ASSIGNED TASK:
Work through the records below and copy every line that includes "view".

RECORDS SUPPLIED:
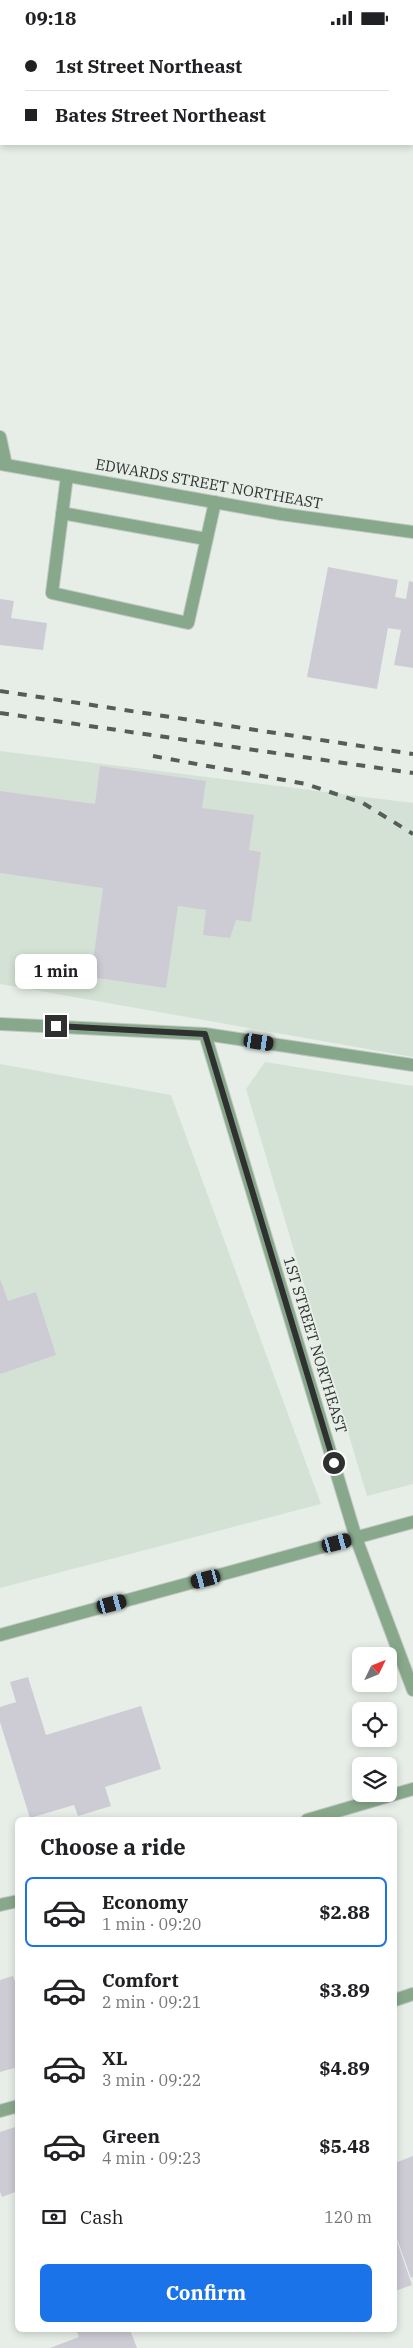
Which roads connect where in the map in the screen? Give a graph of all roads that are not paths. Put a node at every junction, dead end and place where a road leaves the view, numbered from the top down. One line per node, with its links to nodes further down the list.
1 (0, 437): 2 (street)
2 (3, 464): 3 (street, EDWARDS STREET NORTHEAST)
3 (67, 475): 4 (street, EDWARDS STREET NORTHEAST); 5 (street)
4 (215, 502): 6 (street, EDWARDS STREET NORTHEAST); 7 (street)
5 (62, 513): 7 (street); 7 (street)
6 (413, 532)
7 (206, 539)
8 (0, 1023): 9 (street)
9 (205, 1034): 10 (street); 12 (street, 1ST STREET NORTHEAST)
10 (413, 1065)
11 (413, 1522): 12 (street)
12 (356, 1538): 13 (street); 14 (street, 1ST STREET NORTHEAST)
13 (0, 1635)
14 (413, 1690)
15 (413, 1789): 16 (street)
16 (317, 1817)
17 (15, 1902): 18 (street)
18 (0, 1905)
19 (413, 1995): 20 (street)
20 (397, 1999)
21 (15, 2107): 22 (street)
22 (0, 2111)

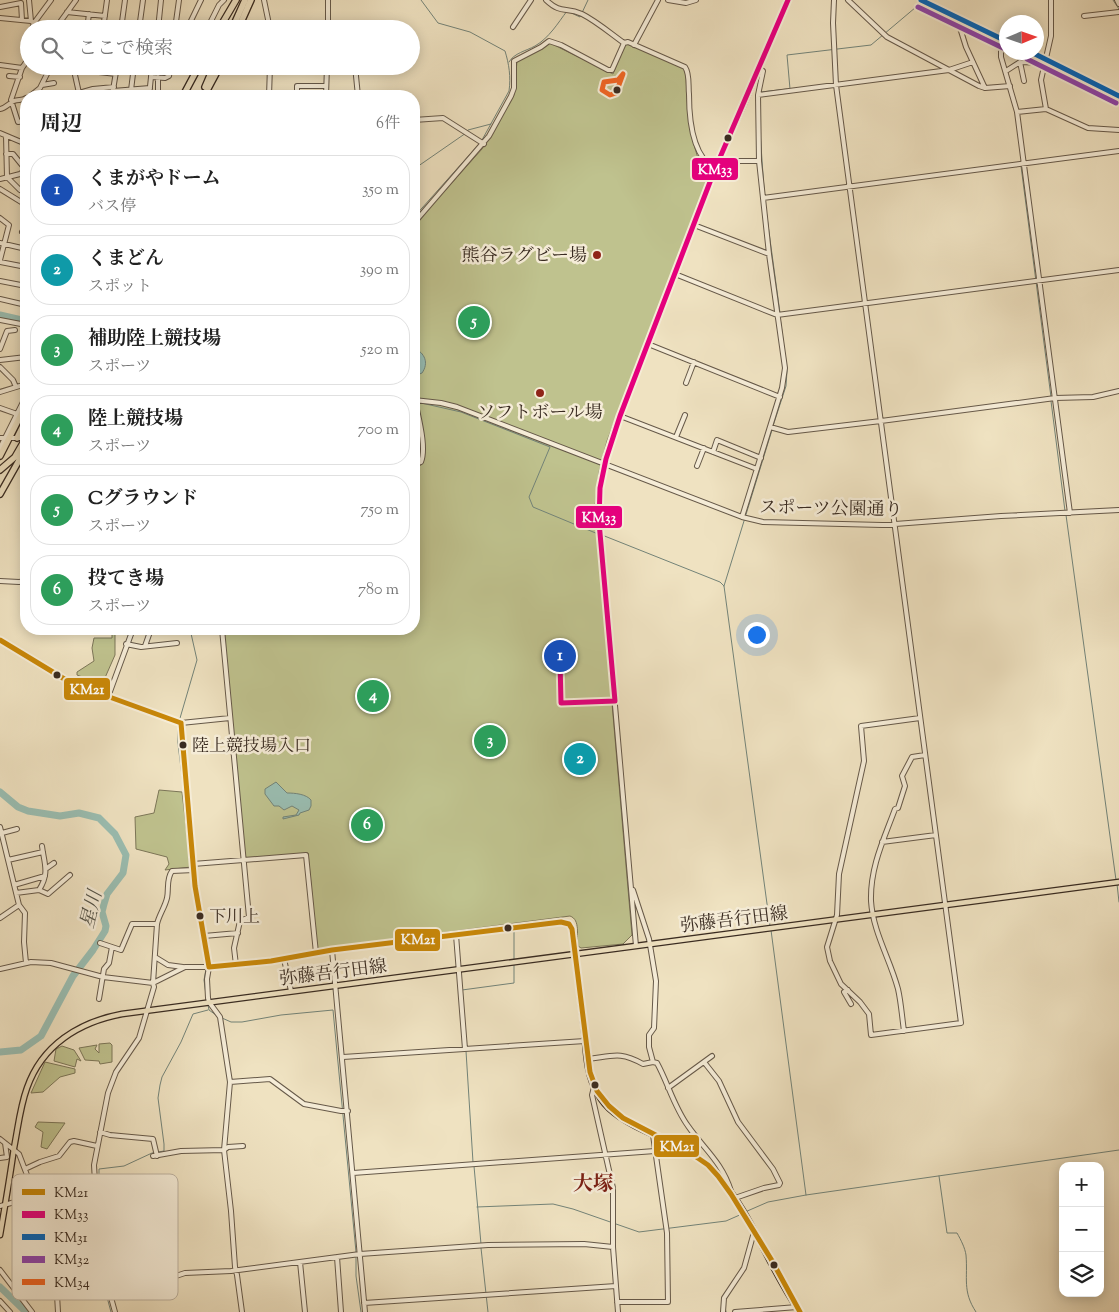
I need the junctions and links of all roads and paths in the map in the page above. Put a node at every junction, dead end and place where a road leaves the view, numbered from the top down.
1 (28, 0) edge
2 (51, 0) edge
3 (107, 0) edge
4 (125, 0) edge
5 (143, 0) edge
6 (161, 0) edge
7 (179, 0) edge
8 (201, 0) edge
9 (224, 0) edge
10 (234, 0) edge
11 (245, 0) edge
12 (251, 0) edge
13 (264, 0) edge
14 (328, 0) edge
15 (531, 0) edge
16 (546, 0) edge
17 (658, 0) edge
18 (668, 0) edge
19 (696, 0) edge
20 (788, 0) edge
21 (834, 0) edge
22 (848, 0) edge
23 (921, 0) edge
24 (1051, 0) edge
25 (1116, 0) edge
26 (74, 1) edge
27 (1119, 4) edge
28 (0, 7) edge
29 (67, 12) junction
30 (1119, 12) edge
31 (89, 14) junction
32 (952, 15) junction
33 (105, 16) junction
34 (1084, 16) dead end
35 (0, 18) edge
36 (22, 20) joint
37 (33, 20) edge
38 (35, 20) edge
39 (61, 20) edge
40 (89, 20) edge
41 (104, 20) edge
42 (123, 20) edge
43 (140, 20) edge
44 (159, 20) edge
45 (176, 20) edge
46 (191, 20) edge
47 (212, 20) edge
48 (224, 20) edge
49 (236, 20) edge
50 (242, 20) edge
51 (268, 20) edge
52 (328, 20) edge
53 (513, 28) dead end
54 (999, 38) edge
55 (624, 44) junction
56 (634, 45) junction
57 (1002, 60) edge
58 (1041, 60) edge
59 (973, 62) junction
60 (1020, 62) junction
61 (1044, 62) junction
62 (0, 65) edge
63 (20, 68) edge
64 (760, 68) junction
65 (949, 70) junction
66 (1006, 71) junction
67 (21, 75) edge
68 (42, 75) edge
69 (47, 75) edge
70 (75, 75) edge
71 (116, 75) edge
72 (134, 75) edge
73 (169, 75) edge
74 (194, 75) edge
75 (211, 75) edge
76 (215, 75) edge
77 (270, 75) edge
78 (327, 75) edge
79 (356, 75) edge
80 (9, 76) dead end
81 (151, 77) joint
82 (20, 78) junction
83 (46, 78) junction
84 (158, 78) junction
85 (1024, 81) dead end
86 (54, 83) dead end
87 (42, 85) junction
88 (836, 85) junction
89 (326, 86) junction
90 (1010, 86) junction
91 (150, 88) joint
92 (985, 88) junction
93 (99, 89) joint
94 (38, 90) edge
95 (78, 90) edge
96 (94, 90) edge
97 (104, 90) edge
98 (113, 90) edge
99 (133, 90) joint
100 (158, 90) edge
101 (186, 90) edge
102 (205, 90) edge
103 (206, 90) edge
104 (269, 90) edge
105 (297, 90) edge
106 (326, 90) edge
107 (357, 90) edge
108 (758, 95) junction
109 (1119, 96) edge
110 (20, 100) edge
111 (12, 102) junction
112 (1046, 109) junction
113 (0, 110) edge
114 (1017, 112) junction
115 (420, 120) edge
116 (20, 122) edge
117 (1119, 130) edge
118 (0, 134) edge
119 (6, 136) junction
120 (20, 142) edge
121 (482, 143) junction
122 (1119, 151) edge
123 (6, 154) junction
124 (719, 161) junction
125 (759, 161) junction
126 (20, 162) edge
127 (1024, 163) junction
128 (715, 170) junction
129 (20, 174) edge
130 (7, 177) junction
131 (0, 178) edge
132 (850, 186) junction
133 (0, 189) edge
134 (20, 190) edge
135 (762, 198) junction
136 (20, 201) edge
137 (420, 216) edge
138 (0, 218) edge
139 (694, 225) junction
140 (2, 244) edge
141 (20, 248) edge
142 (769, 254) junction
143 (0, 261) edge
144 (20, 266) edge
145 (1119, 270) edge
146 (675, 274) junction
147 (1040, 280) junction
148 (0, 281) edge
149 (20, 285) edge
150 (0, 299) edge
151 (865, 302) junction
152 (20, 304) edge
153 (777, 315) junction
154 (0, 320) edge
155 (20, 324) edge
156 (15, 330) dead end
157 (648, 344) junction
158 (0, 349) edge
159 (20, 358) edge
160 (0, 360) edge
161 (694, 362) junction
162 (0, 367) edge
163 (686, 383) dead end
164 (20, 386) edge
165 (16, 387) junction
166 (1119, 391) edge
167 (0, 392) edge
168 (780, 396) junction
169 (1055, 398) junction
170 (420, 401) edge
171 (0, 408) edge
172 (20, 408) edge
173 (17, 414) junction
174 (20, 414) edge
175 (685, 415) dead end
176 (620, 416) junction
177 (881, 421) junction
178 (420, 427) edge
179 (770, 427) junction
180 (20, 432) edge
181 (676, 437) junction
182 (5, 438) edge
183 (17, 438) joint
184 (0, 448) edge
185 (20, 448) edge
186 (704, 448) junction
187 (713, 452) junction
188 (0, 456) edge
189 (761, 458) junction
190 (20, 459) edge
191 (420, 462) edge
192 (604, 465) junction
193 (697, 466) dead end
194 (757, 468) junction
195 (0, 470) edge
196 (0, 494) edge
197 (1119, 510) edge
198 (1070, 513) junction
199 (742, 517) junction
200 (895, 525) junction
201 (0, 580) edge
202 (20, 582) edge
203 (130, 635) edge
204 (149, 635) edge
205 (223, 635) edge
206 (0, 640) edge
207 (177, 643) dead end
208 (126, 644) junction
209 (145, 646) junction
210 (108, 697) junction
211 (230, 718) junction
212 (920, 718) junction
213 (181, 723) junction
214 (925, 755) junction
215 (0, 827) edge
216 (16, 829) dead end
217 (2, 833) junction
218 (936, 835) junction
219 (882, 842) junction
220 (42, 846) dead end
221 (43, 852) junction
222 (8, 860) junction
223 (243, 860) junction
224 (54, 863) dead end
225 (193, 864) junction
226 (47, 868) junction
227 (194, 870) junction
228 (70, 875) dead end
229 (45, 876) junction
230 (1119, 882) edge
231 (631, 884) junction
232 (14, 885) junction
233 (39, 890) junction
234 (16, 893) junction
235 (18, 905) junction
236 (945, 905) junction
237 (873, 914) junction
238 (0, 918) edge
239 (836, 919) junction
240 (156, 924) junction
241 (238, 934) junction
242 (456, 935) junction
243 (204, 936) junction
244 (100, 943) dead end
245 (649, 944) junction
246 (636, 946) junction
247 (112, 947) junction
248 (332, 950) junction
249 (316, 953) junction
250 (575, 953) junction
251 (154, 957) junction
252 (284, 960) junction
253 (26, 963) junction
254 (236, 966) junction
255 (185, 967) junction
256 (209, 967) junction
257 (0, 969) edge
258 (459, 969) junction
259 (103, 977) junction
260 (153, 983) junction
261 (335, 986) junction
262 (848, 990) junction
263 (290, 991) junction
264 (99, 999) dead end
265 (209, 1002) junction
266 (851, 1004) dead end
267 (147, 1010) junction
268 (904, 1031) junction
269 (585, 1041) junction
270 (464, 1049) junction
271 (712, 1056) dead end
272 (343, 1057) junction
273 (588, 1059) junction
274 (653, 1062) junction
275 (704, 1062) junction
276 (230, 1082) junction
277 (594, 1086) junction
278 (668, 1088) junction
279 (348, 1111) junction
280 (100, 1132) junction
281 (653, 1135) junction
282 (0, 1139) edge
283 (5, 1143) junction
284 (97, 1146) junction
285 (244, 1146) dead end
286 (14, 1150) junction
287 (224, 1150) junction
288 (655, 1151) junction
289 (606, 1155) junction
290 (0, 1158) edge
291 (26, 1169) junction
292 (353, 1173) junction
293 (27, 1174) edge
294 (95, 1174) edge
295 (732, 1193) junction
296 (735, 1198) junction
297 (2, 1205) edge
298 (754, 1232) junction
299 (0, 1235) edge
300 (613, 1247) junction
301 (360, 1254) junction
302 (337, 1257) junction
303 (300, 1262) junction
304 (0, 1270) edge
305 (236, 1270) junction
306 (178, 1275) edge
307 (12, 1286) edge
308 (616, 1286) junction
309 (23, 1300) edge
310 (0, 1301) edge
311 (364, 1302) junction
312 (617, 1302) junction
313 (799, 1310) edge
314 (10, 1312) edge
315 (32, 1312) edge
316 (242, 1312) edge
317 (305, 1312) edge
318 (341, 1312) edge
319 (365, 1312) edge
320 (618, 1312) edge
321 (723, 1312) edge
322 (735, 1312) edge

1 - 37 street
2 - 38 street
3 - 33 street
4 - 42 street
5 - 43 street
6 - 44 street
7 - 45 street
8 - 46 street
9 - 47 street
10 - 48 highway
11 - 49 highway
12 - 50 highway
13 - 51 street
14 - 52 street
15 - 53 street
16 - 55 street
17 - 56 street
18 - 19 street
20 - 64 street
21 - 88 street
22 - 65 street
23 - 32 main road
24 - 61 street
25 - 27 street
26 - 29 street
28 - 36 street
29 - 31 street
29 - 39 street
30 - 34 street
31 - 33 street
31 - 40 street
32 - 54 main road
32 - 59 street
33 - 41 street
35 - 36 street
55 - 56 street
55 - 121 street
56 - 128 street
57 - 66 street
58 - 61 main road
59 - 65 street
59 - 92 street
60 - 61 street
60 - 66 street
60 - 85 street
61 - 109 main road
61 - 112 street
62 - 63 street
64 - 108 street
64 - 124 street
65 - 88 street
65 - 92 street
66 - 90 street
67 - 82 street
68 - 83 street
69 - 83 street
70 - 95 street
71 - 98 street
72 - 99 street
73 - 84 street
74 - 101 highway
75 - 102 highway
76 - 103 highway
77 - 104 street
78 - 89 street
79 - 107 street
80 - 82 street
81 - 84 street
81 - 91 street
82 - 111 street
83 - 87 street
84 - 100 street
86 - 87 street
87 - 94 street
88 - 108 street
88 - 132 street
89 - 105 street
89 - 106 street
90 - 92 street
90 - 114 street
91 - 99 street
93 - 96 street
93 - 97 street
108 - 125 street
110 - 111 street
111 - 113 street
111 - 116 street
112 - 114 street
112 - 117 street
114 - 127 street
115 - 121 street
118 - 119 street
119 - 120 street
119 - 123 street
121 - 137 street
122 - 127 street
123 - 126 street
123 - 130 street
124 - 125 street
124 - 128 street
125 - 135 street
127 - 132 street
127 - 147 street
128 - 139 street
129 - 130 street
130 - 131 street
130 - 134 street
132 - 135 street
132 - 151 street
133 - 136 street
135 - 142 street
138 - 140 street
139 - 142 street
139 - 146 street
140 - 141 street
140 - 143 street
142 - 153 street
143 - 144 street
145 - 147 street
146 - 153 street
146 - 157 street
147 - 151 street
147 - 169 street
148 - 149 street
150 - 152 street
151 - 153 street
151 - 177 street
153 - 168 street
154 - 155 street
156 - 158 street
157 - 161 street
157 - 176 street
159 - 160 street
161 - 163 street
161 - 168 street
162 - 165 street
164 - 165 street
165 - 167 street
166 - 169 street
168 - 179 street
169 - 177 street
169 - 198 street
170 - 192 street, スポーツ公園通り
171 - 173 street
172 - 173 street
173 - 182 street
174 - 182 highway
175 - 181 street
176 - 181 street
176 - 192 street
177 - 179 street
177 - 200 street
178 - 191 street
179 - 189 street
180 - 183 highway
181 - 186 street
182 - 183 street
182 - 184 street
182 - 188 highway
185 - 195 highway
186 - 187 street
186 - 193 street
187 - 189 street
187 - 194 street
189 - 194 street
190 - 196 highway
192 - 199 street, スポーツ公園通り
192 - 231 street
194 - 199 street
197 - 198 street, スポーツ公園通り
198 - 200 street, スポーツ公園通り
199 - 200 street, スポーツ公園通り
200 - 212 street
201 - 202 street
203 - 208 street
204 - 209 street
205 - 211 street
206 - 210 street
207 - 209 street
208 - 209 street
208 - 210 street
210 - 213 street
211 - 213 street
211 - 223 street
212 - 214 street
212 - 239 street
213 - 225 street
214 - 218 street
214 - 219 street
215 - 217 street
216 - 217 street
217 - 222 street
218 - 219 street
218 - 236 street
219 - 237 street
220 - 221 street
221 - 222 street
221 - 226 street
222 - 232 street
223 - 225 street
223 - 241 street
223 - 249 street
224 - 226 street
225 - 227 street
226 - 229 street
227 - 240 street
227 - 243 street
228 - 233 street
229 - 232 street
229 - 233 street
230 - 236 main road, 弥藤吾行田線
231 - 245 street
231 - 246 street
232 - 234 street
233 - 234 street
234 - 235 street
235 - 238 street
235 - 253 street
236 - 237 main road, 弥藤吾行田線
236 - 268 street
237 - 239 main road, 弥藤吾行田線
237 - 268 street
239 - 245 main road, 弥藤吾行田線
239 - 262 street
240 - 247 street
240 - 251 street
241 - 243 street
241 - 254 street
242 - 248 street
242 - 250 street
242 - 258 street
243 - 256 street
244 - 247 street
245 - 246 main road, 弥藤吾行田線
245 - 274 street
246 - 250 main road, 弥藤吾行田線
247 - 259 street
248 - 249 street
248 - 261 street
249 - 252 street
250 - 258 main road, 弥藤吾行田線
250 - 269 main road
251 - 255 street
251 - 260 street
252 - 254 street
252 - 263 street
253 - 257 street
253 - 259 street
254 - 256 street
255 - 256 street
255 - 260 street
256 - 265 street
258 - 261 main road, 弥藤吾行田線
258 - 270 street
259 - 260 street
259 - 264 street
260 - 267 street
261 - 263 main road, 弥藤吾行田線
261 - 272 street
262 - 266 street
262 - 268 street
263 - 265 main road, 弥藤吾行田線
265 - 267 main road, 弥藤吾行田線
265 - 276 street
267 - 280 street
267 - 286 main road, 弥藤吾行田線
269 - 270 street
269 - 273 main road
270 - 272 street
271 - 275 street
272 - 279 street
273 - 274 street
273 - 277 main road
274 - 278 street
275 - 278 street
275 - 296 street
276 - 279 street
276 - 287 street
277 - 281 main road
277 - 289 street
278 - 295 street
279 - 292 street
280 - 284 street
280 - 287 street
281 - 288 street
281 - 295 main road
282 - 283 street
283 - 286 street
283 - 290 street
284 - 291 street
284 - 294 street
285 - 287 street
286 - 291 street
286 - 297 main road, 弥藤吾行田線
287 - 305 street
288 - 289 street
288 - 312 street
289 - 292 street
289 - 300 street
291 - 293 street
292 - 301 street
295 - 296 main road
296 - 298 main road
297 - 299 main road, 弥藤吾行田線
298 - 313 main road
298 - 321 street
300 - 301 street
300 - 308 street
301 - 302 street
301 - 311 street
302 - 303 street
302 - 318 street
303 - 305 street
303 - 317 street
304 - 307 street
305 - 306 street
305 - 316 street
308 - 311 street
308 - 312 street
309 - 315 street
310 - 314 street
311 - 319 street
312 - 320 street
313 - 322 street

OUTPUT:
Which roads connect where in the map in the screen? Give a graph of all roads that are not paths. Put a node at every junction, dead end and place where a road leaves the view, numbered from the top down. One line per node, with its links to nodes further down the list.
I need the junctions and links of all roads and paths in the map in the page above. Put a node at every junction, dead end and place where a road leaves the view, numbered from the top down.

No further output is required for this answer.